**TASK GOAL:** One number is the whole answer: how many lines of the material hold "overflow".

- - -

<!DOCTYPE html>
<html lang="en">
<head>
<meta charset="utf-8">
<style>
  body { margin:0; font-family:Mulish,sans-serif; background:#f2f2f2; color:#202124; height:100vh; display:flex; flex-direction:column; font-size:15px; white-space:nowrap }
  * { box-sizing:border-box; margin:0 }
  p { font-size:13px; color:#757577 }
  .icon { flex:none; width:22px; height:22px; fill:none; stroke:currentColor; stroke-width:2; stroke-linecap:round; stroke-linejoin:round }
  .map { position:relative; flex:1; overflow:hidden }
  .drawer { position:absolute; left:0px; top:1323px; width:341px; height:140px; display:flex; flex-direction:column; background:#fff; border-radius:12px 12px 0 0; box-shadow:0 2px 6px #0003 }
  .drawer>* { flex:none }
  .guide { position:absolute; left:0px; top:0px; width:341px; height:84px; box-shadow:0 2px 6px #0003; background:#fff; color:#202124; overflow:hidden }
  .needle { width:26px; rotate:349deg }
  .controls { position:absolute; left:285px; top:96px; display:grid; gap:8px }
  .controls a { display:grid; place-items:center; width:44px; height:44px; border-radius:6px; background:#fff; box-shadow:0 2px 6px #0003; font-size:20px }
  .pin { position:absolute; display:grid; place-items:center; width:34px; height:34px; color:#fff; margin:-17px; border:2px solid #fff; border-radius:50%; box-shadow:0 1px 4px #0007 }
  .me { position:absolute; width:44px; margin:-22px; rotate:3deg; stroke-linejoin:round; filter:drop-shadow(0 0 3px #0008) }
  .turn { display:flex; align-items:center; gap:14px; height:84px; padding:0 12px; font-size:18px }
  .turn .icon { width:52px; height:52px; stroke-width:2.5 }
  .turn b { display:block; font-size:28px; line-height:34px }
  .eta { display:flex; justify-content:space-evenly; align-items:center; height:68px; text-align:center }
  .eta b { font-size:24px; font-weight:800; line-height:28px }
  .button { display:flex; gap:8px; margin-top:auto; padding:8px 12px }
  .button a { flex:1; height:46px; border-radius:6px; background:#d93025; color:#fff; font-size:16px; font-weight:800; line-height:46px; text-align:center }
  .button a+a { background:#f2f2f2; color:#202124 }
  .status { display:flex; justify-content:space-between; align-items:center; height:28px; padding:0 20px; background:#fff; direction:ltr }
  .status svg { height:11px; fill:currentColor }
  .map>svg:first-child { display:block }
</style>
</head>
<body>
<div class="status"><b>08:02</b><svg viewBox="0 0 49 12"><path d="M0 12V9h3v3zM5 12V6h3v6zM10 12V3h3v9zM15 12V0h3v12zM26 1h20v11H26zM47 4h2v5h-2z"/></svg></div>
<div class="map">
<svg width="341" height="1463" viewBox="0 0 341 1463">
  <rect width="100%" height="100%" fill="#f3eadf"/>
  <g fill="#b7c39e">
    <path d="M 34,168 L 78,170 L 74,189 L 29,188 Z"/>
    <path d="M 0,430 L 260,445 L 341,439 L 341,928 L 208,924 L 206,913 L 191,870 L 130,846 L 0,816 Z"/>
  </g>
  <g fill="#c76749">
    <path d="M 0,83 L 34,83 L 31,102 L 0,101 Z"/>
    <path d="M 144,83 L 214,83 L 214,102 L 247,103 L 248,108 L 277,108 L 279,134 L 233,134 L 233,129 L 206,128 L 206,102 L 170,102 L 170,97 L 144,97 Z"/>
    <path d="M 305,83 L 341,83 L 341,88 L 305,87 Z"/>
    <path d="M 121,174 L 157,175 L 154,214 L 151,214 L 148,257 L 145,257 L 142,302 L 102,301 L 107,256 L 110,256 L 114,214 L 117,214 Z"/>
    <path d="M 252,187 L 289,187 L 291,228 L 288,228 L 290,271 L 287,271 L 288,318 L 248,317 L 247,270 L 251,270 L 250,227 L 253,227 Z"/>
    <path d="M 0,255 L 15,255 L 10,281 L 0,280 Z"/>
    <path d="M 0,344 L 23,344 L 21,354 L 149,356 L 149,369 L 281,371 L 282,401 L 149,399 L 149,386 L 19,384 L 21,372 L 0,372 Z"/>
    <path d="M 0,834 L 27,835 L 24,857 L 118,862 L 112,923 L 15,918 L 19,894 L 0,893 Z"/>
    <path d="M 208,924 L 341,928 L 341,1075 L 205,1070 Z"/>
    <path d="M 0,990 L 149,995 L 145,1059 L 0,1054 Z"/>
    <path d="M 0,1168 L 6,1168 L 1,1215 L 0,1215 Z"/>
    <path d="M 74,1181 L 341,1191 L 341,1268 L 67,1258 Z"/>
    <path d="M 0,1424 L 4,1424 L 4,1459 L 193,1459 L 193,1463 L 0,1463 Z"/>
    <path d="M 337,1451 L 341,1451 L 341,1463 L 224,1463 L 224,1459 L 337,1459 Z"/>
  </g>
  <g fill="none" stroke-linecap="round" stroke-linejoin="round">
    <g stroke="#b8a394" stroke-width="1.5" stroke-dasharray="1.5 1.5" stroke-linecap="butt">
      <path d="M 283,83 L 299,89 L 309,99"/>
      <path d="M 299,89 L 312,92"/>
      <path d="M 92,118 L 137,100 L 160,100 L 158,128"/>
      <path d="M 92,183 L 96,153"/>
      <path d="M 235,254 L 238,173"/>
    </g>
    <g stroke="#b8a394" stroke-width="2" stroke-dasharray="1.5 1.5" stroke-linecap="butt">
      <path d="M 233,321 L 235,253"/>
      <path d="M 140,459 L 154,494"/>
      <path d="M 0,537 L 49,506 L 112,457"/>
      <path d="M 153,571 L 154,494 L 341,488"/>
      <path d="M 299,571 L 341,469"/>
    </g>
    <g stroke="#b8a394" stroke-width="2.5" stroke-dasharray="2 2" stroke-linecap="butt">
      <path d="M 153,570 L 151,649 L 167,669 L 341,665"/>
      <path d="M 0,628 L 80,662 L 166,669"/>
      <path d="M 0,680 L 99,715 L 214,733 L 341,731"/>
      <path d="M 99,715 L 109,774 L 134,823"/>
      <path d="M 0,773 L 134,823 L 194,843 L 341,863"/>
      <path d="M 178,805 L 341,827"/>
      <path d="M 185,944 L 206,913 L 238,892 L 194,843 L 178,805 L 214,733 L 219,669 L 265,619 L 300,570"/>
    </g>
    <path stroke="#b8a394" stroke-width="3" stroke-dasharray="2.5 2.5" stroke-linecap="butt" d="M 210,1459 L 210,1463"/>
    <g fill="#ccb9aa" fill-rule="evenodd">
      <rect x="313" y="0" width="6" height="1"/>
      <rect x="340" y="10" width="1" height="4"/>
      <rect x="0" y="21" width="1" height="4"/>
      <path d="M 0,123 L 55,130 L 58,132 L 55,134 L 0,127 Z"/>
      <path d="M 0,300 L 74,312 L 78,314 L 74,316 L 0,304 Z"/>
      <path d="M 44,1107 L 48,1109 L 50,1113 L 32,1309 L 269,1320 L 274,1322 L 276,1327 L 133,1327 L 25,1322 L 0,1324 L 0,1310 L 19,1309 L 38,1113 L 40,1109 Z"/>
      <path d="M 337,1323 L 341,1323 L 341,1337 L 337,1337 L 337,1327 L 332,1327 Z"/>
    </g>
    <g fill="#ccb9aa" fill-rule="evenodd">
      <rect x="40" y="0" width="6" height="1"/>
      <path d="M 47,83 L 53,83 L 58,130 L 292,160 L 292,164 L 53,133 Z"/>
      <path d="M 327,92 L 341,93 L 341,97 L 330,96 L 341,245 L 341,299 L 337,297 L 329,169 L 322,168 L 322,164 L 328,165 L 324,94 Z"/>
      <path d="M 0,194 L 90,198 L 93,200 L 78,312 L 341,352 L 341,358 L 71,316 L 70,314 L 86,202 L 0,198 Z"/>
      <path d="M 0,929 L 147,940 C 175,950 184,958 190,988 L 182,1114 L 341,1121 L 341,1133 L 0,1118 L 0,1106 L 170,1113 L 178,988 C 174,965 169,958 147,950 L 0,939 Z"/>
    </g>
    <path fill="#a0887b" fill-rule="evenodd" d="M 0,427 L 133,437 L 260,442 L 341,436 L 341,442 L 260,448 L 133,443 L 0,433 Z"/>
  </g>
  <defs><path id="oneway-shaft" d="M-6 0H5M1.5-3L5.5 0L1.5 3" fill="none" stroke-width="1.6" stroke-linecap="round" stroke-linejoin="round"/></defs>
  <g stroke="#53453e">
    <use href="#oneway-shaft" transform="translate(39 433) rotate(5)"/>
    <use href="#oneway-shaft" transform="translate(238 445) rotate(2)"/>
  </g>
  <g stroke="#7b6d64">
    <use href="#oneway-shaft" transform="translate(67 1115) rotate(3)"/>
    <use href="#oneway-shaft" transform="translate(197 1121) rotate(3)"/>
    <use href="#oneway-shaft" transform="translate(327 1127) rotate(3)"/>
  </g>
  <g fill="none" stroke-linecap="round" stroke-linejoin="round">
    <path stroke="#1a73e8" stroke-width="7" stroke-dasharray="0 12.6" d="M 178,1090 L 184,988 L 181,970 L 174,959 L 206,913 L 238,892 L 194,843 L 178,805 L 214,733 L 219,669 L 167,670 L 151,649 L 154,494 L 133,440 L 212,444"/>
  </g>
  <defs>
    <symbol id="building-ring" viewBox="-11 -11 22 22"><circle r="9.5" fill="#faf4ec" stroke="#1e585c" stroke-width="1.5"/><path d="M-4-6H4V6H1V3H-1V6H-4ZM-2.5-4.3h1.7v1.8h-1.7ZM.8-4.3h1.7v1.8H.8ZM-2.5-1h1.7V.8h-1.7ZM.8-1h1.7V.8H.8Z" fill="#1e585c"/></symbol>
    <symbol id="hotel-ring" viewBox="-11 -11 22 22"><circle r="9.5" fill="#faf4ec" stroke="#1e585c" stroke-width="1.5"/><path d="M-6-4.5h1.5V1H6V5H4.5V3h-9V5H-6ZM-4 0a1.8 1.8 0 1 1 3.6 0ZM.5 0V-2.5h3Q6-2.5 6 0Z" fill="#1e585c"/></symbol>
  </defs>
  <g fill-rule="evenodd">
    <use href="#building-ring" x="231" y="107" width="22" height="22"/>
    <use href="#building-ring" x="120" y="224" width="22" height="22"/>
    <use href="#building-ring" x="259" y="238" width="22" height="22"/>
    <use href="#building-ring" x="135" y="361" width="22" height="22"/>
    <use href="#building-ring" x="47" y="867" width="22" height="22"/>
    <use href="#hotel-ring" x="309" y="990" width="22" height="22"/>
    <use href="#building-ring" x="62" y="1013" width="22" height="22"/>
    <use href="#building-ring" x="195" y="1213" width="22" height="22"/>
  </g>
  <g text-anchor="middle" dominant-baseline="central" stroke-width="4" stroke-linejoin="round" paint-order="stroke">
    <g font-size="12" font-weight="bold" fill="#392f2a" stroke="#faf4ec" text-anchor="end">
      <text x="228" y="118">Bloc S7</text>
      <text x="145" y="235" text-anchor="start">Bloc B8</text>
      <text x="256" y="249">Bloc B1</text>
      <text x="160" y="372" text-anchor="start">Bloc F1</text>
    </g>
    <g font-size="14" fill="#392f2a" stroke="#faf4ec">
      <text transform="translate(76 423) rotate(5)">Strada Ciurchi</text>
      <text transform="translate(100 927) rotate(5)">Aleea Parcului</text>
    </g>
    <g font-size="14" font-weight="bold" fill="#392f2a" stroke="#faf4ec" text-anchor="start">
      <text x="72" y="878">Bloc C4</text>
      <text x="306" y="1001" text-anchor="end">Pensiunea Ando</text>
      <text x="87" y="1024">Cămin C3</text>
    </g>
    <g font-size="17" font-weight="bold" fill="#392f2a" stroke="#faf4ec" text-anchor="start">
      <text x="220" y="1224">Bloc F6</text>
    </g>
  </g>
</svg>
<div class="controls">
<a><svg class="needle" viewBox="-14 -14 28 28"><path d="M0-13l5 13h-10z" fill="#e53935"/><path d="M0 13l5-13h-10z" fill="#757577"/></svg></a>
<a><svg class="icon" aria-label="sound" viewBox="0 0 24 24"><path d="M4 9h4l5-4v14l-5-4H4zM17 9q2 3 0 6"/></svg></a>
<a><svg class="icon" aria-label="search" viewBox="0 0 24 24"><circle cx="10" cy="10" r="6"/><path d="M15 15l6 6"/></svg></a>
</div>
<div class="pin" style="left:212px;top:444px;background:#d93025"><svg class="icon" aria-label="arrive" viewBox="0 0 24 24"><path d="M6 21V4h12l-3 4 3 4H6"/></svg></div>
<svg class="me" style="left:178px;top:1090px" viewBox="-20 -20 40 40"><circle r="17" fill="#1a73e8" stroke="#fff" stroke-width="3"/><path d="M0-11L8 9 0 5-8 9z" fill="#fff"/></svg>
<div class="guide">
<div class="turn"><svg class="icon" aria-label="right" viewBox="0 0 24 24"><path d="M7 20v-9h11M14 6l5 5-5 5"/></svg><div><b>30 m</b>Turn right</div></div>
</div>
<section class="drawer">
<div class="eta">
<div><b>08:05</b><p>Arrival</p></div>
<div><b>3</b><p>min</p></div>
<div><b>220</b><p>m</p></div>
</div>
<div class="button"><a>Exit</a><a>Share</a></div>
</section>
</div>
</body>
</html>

- - -

**COMPLETED EXERCISE:** 2